### Records for processing
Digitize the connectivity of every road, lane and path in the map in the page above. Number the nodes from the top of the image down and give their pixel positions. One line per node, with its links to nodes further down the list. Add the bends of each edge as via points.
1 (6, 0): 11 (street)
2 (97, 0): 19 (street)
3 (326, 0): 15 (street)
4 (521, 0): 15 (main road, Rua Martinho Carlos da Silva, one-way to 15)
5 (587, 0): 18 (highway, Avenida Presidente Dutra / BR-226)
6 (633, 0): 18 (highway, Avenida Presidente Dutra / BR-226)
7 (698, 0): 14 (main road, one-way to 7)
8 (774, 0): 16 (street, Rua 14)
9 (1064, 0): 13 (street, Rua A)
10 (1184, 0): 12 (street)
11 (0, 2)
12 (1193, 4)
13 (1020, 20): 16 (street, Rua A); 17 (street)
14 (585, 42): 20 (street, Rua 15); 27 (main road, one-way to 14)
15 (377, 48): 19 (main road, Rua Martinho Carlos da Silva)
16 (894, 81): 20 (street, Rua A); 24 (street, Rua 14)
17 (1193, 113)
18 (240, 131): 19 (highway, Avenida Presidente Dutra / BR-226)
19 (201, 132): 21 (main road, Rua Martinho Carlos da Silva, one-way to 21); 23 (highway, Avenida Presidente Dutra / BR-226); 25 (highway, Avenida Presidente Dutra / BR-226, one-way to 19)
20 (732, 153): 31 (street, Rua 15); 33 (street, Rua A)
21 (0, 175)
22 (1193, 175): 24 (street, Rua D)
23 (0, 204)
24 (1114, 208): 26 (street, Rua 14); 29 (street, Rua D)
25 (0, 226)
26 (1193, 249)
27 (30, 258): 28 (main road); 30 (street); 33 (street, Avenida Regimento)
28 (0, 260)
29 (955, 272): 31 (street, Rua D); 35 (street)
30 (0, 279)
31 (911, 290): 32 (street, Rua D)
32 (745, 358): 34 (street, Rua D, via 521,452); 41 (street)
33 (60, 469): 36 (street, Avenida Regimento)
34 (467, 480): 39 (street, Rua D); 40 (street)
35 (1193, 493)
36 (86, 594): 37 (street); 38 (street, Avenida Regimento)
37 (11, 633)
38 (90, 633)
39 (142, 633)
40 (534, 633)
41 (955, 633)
######
Reproduce, word for word, all of the entries above.

» **Your solution**
Digitize the connectivity of every road, lane and path in the map in the page above. Number the nodes from the top of the image down and give their pixel positions. One line per node, with its links to nodes further down the list. Add the bends of each edge as via points.
1 (6, 0): 11 (street)
2 (97, 0): 19 (street)
3 (326, 0): 15 (street)
4 (521, 0): 15 (main road, Rua Martinho Carlos da Silva, one-way to 15)
5 (587, 0): 18 (highway, Avenida Presidente Dutra / BR-226)
6 (633, 0): 18 (highway, Avenida Presidente Dutra / BR-226)
7 (698, 0): 14 (main road, one-way to 7)
8 (774, 0): 16 (street, Rua 14)
9 (1064, 0): 13 (street, Rua A)
10 (1184, 0): 12 (street)
11 (0, 2)
12 (1193, 4)
13 (1020, 20): 16 (street, Rua A); 17 (street)
14 (585, 42): 20 (street, Rua 15); 27 (main road, one-way to 14)
15 (377, 48): 19 (main road, Rua Martinho Carlos da Silva)
16 (894, 81): 20 (street, Rua A); 24 (street, Rua 14)
17 (1193, 113)
18 (240, 131): 19 (highway, Avenida Presidente Dutra / BR-226)
19 (201, 132): 21 (main road, Rua Martinho Carlos da Silva, one-way to 21); 23 (highway, Avenida Presidente Dutra / BR-226); 25 (highway, Avenida Presidente Dutra / BR-226, one-way to 19)
20 (732, 153): 31 (street, Rua 15); 33 (street, Rua A)
21 (0, 175)
22 (1193, 175): 24 (street, Rua D)
23 (0, 204)
24 (1114, 208): 26 (street, Rua 14); 29 (street, Rua D)
25 (0, 226)
26 (1193, 249)
27 (30, 258): 28 (main road); 30 (street); 33 (street, Avenida Regimento)
28 (0, 260)
29 (955, 272): 31 (street, Rua D); 35 (street)
30 (0, 279)
31 (911, 290): 32 (street, Rua D)
32 (745, 358): 34 (street, Rua D, via 521,452); 41 (street)
33 (60, 469): 36 (street, Avenida Regimento)
34 (467, 480): 39 (street, Rua D); 40 (street)
35 (1193, 493)
36 (86, 594): 37 (street); 38 (street, Avenida Regimento)
37 (11, 633)
38 (90, 633)
39 (142, 633)
40 (534, 633)
41 (955, 633)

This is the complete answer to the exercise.